Sunday, July 25, 2010
This post is primarily me pontificating on camera gear and techniques- it's different from my usual post, but if you like it, I might discuss nature camera gear and offer photography tips more frequently. All images here were taken with the recently discontinued Sigma 180mm f/3.5 EX DG IF HSM APO. -Tom
Up until Friday afternoon, I was taking my insect photographs with a variety of lenses. I use the Canon system, and my primary go-to macro lens was the ef-s 60mm f/2.8 which is designed for Canon's line of crop sensor cameras like the Rebel series and the XXd series (30d, 40d, 50d, and now the 7d). The Canon 60mm ef-s lens is small, light, extremely sharp, and focuses quickly. Perhaps the best feature about the lens is that it is small enough to use my digital rebel's on-board popup flash, which I often diffused with tissue paper or bounded downwards with a small reflector. Using this setup, I could get quick, easy photographs of small insects.
However, the downside of this lens is that I had to have the camera very close to my subjects. This worked out OK, but I often would scare the insect that I was trying to photograph and it would fly away. For dragonfly and butterfly photography, I was using telephoto lenses that could get me fairly large magnifications, especially if I cropped the images a little bit. But I often couldn't fill the entire frame with a small butterfly or damselfly- and I certainly couldn't get super tight close-ups with mega-detail like yesterday's powdered dancer and prey image.
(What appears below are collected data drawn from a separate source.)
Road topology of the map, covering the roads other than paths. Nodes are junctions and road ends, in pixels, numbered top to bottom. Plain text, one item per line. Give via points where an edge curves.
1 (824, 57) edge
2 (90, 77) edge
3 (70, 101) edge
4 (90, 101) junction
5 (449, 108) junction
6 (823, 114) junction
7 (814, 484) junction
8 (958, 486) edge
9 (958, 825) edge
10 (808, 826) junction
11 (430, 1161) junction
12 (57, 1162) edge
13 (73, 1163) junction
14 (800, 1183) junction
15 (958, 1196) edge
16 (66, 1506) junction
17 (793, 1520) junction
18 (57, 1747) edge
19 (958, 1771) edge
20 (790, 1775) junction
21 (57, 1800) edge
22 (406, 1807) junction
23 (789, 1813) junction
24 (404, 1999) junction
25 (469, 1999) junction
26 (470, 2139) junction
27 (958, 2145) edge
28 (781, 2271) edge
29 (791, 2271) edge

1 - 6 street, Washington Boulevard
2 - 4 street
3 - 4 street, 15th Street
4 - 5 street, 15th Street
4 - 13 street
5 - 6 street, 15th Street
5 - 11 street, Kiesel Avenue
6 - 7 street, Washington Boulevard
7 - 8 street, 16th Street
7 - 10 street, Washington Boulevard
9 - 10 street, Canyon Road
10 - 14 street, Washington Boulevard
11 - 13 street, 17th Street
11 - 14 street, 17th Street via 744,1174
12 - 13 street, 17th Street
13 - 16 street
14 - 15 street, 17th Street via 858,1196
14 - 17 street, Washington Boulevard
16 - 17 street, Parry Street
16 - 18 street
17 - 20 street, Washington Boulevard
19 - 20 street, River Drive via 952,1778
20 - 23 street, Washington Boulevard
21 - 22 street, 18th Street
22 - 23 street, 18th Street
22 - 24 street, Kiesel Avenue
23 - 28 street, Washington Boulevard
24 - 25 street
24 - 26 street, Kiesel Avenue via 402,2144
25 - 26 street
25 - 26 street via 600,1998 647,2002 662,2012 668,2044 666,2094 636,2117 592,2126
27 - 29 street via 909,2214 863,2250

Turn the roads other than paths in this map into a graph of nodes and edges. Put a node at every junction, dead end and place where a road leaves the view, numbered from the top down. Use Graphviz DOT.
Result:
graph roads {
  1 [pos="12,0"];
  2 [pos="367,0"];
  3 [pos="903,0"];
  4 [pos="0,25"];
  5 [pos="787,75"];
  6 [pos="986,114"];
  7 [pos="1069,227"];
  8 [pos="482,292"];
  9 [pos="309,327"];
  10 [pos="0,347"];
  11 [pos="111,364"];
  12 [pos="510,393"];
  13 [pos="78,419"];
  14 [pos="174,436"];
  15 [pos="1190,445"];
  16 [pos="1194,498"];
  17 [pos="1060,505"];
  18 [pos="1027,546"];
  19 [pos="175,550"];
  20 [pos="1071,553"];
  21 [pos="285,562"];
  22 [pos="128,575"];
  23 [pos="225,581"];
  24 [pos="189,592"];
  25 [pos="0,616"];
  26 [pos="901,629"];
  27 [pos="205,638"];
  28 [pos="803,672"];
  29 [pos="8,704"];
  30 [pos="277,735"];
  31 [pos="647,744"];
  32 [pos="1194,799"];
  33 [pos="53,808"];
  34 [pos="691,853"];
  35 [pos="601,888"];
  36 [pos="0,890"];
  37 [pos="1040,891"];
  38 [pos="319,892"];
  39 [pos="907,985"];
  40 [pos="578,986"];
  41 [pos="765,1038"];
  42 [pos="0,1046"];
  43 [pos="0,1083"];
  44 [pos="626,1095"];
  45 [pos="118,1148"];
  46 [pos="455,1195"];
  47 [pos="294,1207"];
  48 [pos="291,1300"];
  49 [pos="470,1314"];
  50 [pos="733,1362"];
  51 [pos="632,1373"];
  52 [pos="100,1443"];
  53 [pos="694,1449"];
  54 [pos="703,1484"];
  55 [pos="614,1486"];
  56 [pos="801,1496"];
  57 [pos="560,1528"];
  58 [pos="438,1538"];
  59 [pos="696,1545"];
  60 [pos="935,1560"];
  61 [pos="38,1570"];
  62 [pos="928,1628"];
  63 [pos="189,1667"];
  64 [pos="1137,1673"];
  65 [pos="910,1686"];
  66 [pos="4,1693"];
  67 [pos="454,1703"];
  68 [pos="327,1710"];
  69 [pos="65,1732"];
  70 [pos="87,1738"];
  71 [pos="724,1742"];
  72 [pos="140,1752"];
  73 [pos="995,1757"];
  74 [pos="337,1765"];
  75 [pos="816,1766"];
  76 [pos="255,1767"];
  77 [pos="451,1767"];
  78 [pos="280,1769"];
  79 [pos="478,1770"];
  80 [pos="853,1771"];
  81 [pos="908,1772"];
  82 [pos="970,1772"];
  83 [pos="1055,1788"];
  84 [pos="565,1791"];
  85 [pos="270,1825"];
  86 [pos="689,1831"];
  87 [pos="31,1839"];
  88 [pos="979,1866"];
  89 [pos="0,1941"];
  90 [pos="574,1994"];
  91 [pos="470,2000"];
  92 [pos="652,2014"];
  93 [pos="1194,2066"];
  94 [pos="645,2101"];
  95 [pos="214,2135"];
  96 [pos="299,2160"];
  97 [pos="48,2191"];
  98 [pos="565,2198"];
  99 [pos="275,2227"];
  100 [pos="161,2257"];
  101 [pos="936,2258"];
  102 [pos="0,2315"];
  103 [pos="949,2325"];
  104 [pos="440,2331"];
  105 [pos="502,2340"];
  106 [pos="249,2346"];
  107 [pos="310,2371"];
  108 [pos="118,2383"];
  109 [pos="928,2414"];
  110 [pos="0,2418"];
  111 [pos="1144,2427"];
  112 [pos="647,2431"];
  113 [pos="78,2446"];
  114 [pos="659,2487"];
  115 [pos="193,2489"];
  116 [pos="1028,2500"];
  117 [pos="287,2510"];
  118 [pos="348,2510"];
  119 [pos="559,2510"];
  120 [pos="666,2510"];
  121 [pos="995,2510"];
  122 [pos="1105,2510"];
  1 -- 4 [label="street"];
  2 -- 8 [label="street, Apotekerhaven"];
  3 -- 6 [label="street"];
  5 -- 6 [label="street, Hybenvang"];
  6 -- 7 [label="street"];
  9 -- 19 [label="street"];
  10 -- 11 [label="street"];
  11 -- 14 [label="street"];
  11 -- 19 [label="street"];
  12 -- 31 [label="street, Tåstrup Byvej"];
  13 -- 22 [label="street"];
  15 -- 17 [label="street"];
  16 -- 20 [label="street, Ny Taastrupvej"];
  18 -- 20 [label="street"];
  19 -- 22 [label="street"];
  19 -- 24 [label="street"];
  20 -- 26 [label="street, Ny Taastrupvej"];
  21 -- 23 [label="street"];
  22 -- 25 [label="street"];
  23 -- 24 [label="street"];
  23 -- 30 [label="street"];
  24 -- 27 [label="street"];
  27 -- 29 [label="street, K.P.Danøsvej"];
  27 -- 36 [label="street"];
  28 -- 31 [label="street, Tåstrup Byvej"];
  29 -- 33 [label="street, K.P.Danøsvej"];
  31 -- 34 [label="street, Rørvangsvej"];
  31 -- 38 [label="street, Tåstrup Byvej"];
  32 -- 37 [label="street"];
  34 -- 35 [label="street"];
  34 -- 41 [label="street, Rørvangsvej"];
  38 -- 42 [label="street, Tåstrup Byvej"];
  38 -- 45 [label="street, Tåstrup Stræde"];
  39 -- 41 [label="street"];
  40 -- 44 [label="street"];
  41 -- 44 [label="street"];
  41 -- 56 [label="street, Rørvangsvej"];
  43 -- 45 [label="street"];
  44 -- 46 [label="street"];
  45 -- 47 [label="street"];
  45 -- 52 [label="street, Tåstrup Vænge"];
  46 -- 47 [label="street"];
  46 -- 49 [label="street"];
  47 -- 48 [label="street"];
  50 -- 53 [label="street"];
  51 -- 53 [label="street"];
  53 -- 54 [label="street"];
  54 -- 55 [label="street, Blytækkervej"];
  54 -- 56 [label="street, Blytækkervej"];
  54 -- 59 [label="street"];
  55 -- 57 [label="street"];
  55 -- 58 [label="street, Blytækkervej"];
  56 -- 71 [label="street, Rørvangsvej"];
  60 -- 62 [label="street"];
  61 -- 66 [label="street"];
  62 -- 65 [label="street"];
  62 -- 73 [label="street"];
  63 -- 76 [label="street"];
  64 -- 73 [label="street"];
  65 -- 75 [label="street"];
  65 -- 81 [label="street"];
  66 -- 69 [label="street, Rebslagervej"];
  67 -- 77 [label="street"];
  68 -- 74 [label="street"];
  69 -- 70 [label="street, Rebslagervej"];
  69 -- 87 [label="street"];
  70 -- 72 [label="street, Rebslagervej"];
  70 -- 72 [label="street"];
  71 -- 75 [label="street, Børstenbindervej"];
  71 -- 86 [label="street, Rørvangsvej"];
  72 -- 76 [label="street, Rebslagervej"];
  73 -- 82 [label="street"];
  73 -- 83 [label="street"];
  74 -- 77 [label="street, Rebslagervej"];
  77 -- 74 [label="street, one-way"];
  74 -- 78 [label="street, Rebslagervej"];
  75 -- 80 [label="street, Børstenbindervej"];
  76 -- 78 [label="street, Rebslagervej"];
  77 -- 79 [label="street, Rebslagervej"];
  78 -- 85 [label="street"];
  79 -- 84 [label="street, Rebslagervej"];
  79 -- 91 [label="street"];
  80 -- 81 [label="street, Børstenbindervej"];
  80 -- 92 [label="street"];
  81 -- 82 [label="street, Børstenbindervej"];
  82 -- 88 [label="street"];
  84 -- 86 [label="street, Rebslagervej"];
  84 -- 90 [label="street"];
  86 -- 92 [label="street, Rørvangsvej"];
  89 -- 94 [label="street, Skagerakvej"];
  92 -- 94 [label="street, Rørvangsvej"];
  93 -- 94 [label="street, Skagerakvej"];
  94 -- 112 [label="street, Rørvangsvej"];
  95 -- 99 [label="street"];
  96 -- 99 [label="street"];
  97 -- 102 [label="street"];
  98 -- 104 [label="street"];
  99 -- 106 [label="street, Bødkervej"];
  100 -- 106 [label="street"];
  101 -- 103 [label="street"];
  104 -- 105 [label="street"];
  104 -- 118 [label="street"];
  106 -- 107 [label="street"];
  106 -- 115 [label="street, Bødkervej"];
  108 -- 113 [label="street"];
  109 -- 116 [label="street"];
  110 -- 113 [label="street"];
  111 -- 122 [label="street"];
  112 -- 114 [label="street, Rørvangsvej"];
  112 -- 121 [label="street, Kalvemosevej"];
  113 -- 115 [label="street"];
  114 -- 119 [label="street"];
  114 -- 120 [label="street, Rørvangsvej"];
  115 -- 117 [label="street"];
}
So I needed another option. I needed a telephoto macro lens. Canon makes such a lens, the 180mm f/3.5L, a super duper lens that is currently selling for $1300. Although I have no doubt this is an incredible lens, I just didn't want to spend that much cash, especially when a seemingly viable alternative exists. After looking at example photographs and reading a review by Juza, I decided that the Sigma 180mm f/3.5 EX DG IF HSM APO Macro in a Canon mount would help me get the type of photographs that I wanted.
This lens was recently discontinued by Sigma, but B&H photo is still selling new copies. Since I am "cheaping out" on this lens in the first place, I decided to look for a used copy, and sure enough, KEH camera brokers had what I was looking for. I placed my order, and my lens arrived Friday afternoon.
After a few dozen shots and copious "chimping" (photographer's speak for looking at photos on the back of your camera), I knew I was going to love this lens. The sharpness is amazing, and so is the color and contrast. And after some concerns that the lens would be to big and heavy, I found it to be quite light compared to my Canon 100-400L. And I could simply get images that I couldn't get with any of my older lenses.
The Sigma 180 isn't an easy lens to use- the depth of field is extremely narrow and the long focal length mean I'll need to use a tripod, have great light, or use high ISO's. But only after a weekend shooting with this new lens, it's just amazing!